Me acordé de aquella descripción cuando un colega que cubre la franja me contó que el joven de 20 años tenía "de casero" a Matías Dituro. De cada diez tiros libres, le hacía hasta ocho.

Esos dos momentos se me vinieron a la cabeza cuando se puso frente a la pelota en el partido ante América de Cali. Habiendo compañeros más experimentados en la cancha, él fue el elegido para cobrar. Y anotó un golazo. Si le tuvieron fe o él se tuvo fe y pidió lanzar, da lo mismo.
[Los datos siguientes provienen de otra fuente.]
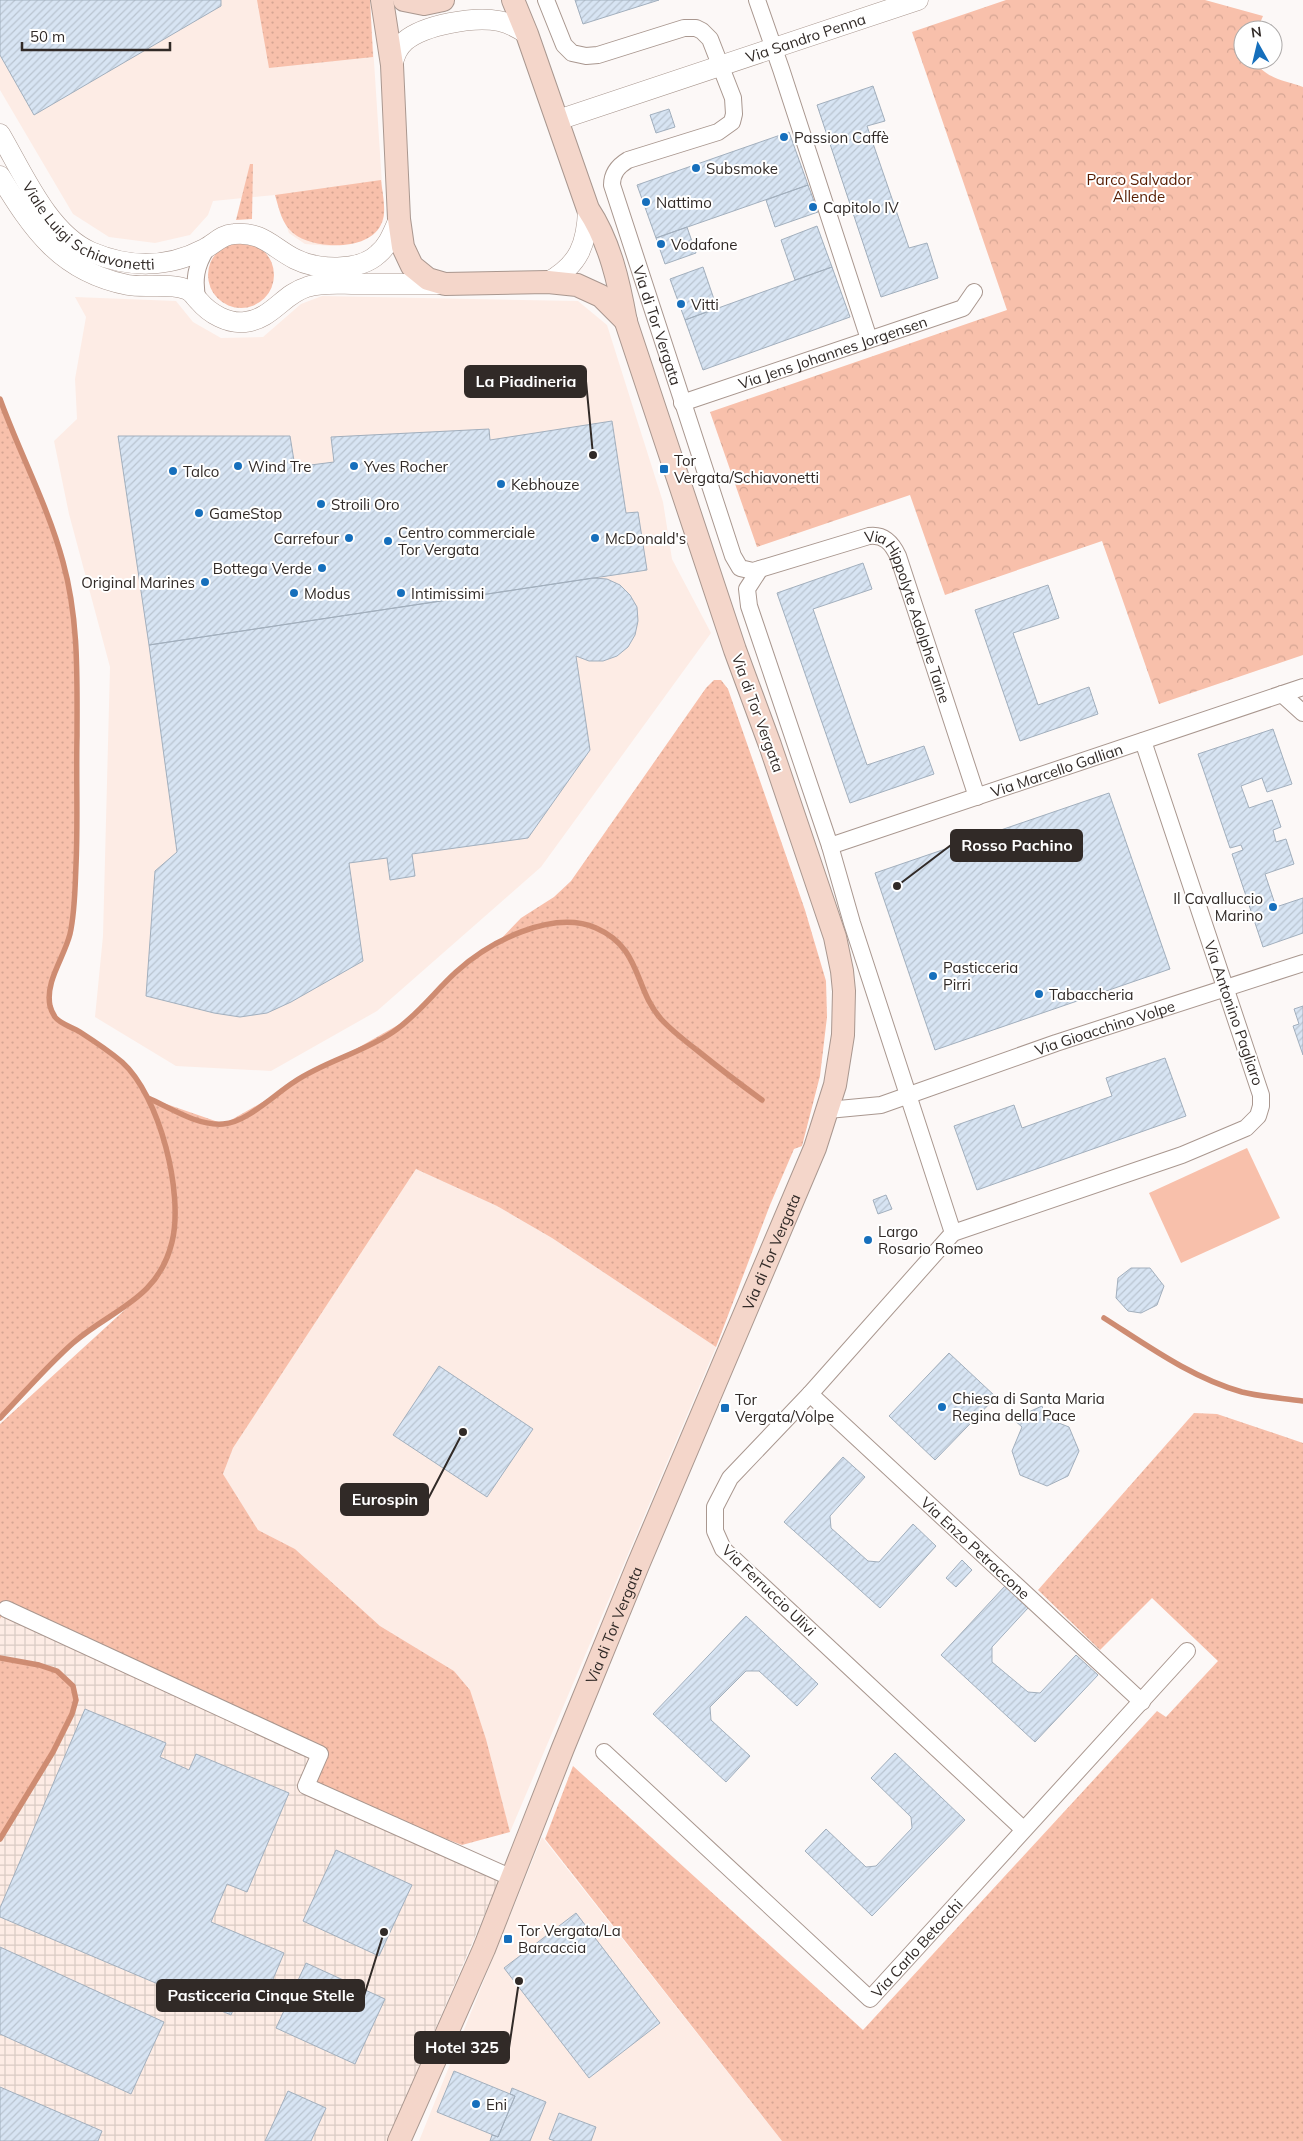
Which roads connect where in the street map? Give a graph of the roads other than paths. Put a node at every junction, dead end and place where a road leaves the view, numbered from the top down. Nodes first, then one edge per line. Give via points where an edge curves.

Me acordé cuando Arturo Vidal, recién llegado a Bayer Leverkusen, le quitó la pelota a Michael Ballack para tirar un penal. Permiso, acá vengo yo. La personalidad ideal para estar sobre la media del futbolista, para buscar marcar diferencias.

La UC perdió ante los colombianos, es cierto, pero el mediocampista se hizo notar. Y eso se exacerbó ante Cobresal. Fue figura de la cancha y tras la victoria 1-0 comentó algunas cosas que vale la pena destacar.

"Gracias a Dios por este sueño que estoy cumpliendo. Trabajé muy duro, se está reflejando y cada día voy por más". A su corta edad es agradecido por lo que vive y no se estanca ahí, quiere seguir avanzando. No se conforma y eso es valorable.

"Todas las semanas, en la tarde después de los entrenamientos y desde chico vengo practicando tiros libres". Entre los futbolistas muy pocos lanzan tiros libres. De esos pocos... ¿Cuántos practicarán después de quedar agobiados en un entrenamiento? Recuerdo cuando Charles Aránguiz se quedaba practicando penales tras terminar el entrenamiento en Quilmes. Y no lo contó él, sino su técnico Hugo Tocalli (2010).

Así se marcan diferencias: practicando más, entrenando más, ejercitándose más, comiendo mejor, descansando más. Otros prefieren arrancar a jugar FIFA, comerse una hamburguesa, ir a un asado, partir a una fiesta o a un karaoke. No está mal, pero te aleja de estar en la elite.

Sus referentes son Juan Román Riquelme, Andrés Iniesta y Juan Sebastián Verón. Todos cobradores de tiros libres, todos capaces de liderar a sus equipos buscando grandes logros y todos reconocidos en el fútbol mundial.

Al final, me quedo con una frase: "A seguir mejorando". Soñaba con debutar en la UC. Lo logró. Soñaba con hacer un gol. Lo logró. Soñaba con jugar la Libertadores. Lo logró. Y esto no para. Vendrá ser campeón, debutar en la Roja, llegar a Europa y para ello no hay tiempo que perder. Muchos jugadores a su edad ya cruzaron el Atlántico, por lo que hay que seguir remando, seguir trabajando y siempre con esa humildad que se agradece.

Ojalá Núñez contagie a muchos, y no sólo futbolistas, a cualquier chileno. Porque para llegar lejos, para cumplir sueños, hay que sacrificarse. ¿Y cuál es la gracia? Que cuando hacemos lo que nos gusta no es sacrificio, es un placer. Éxito Marcelino.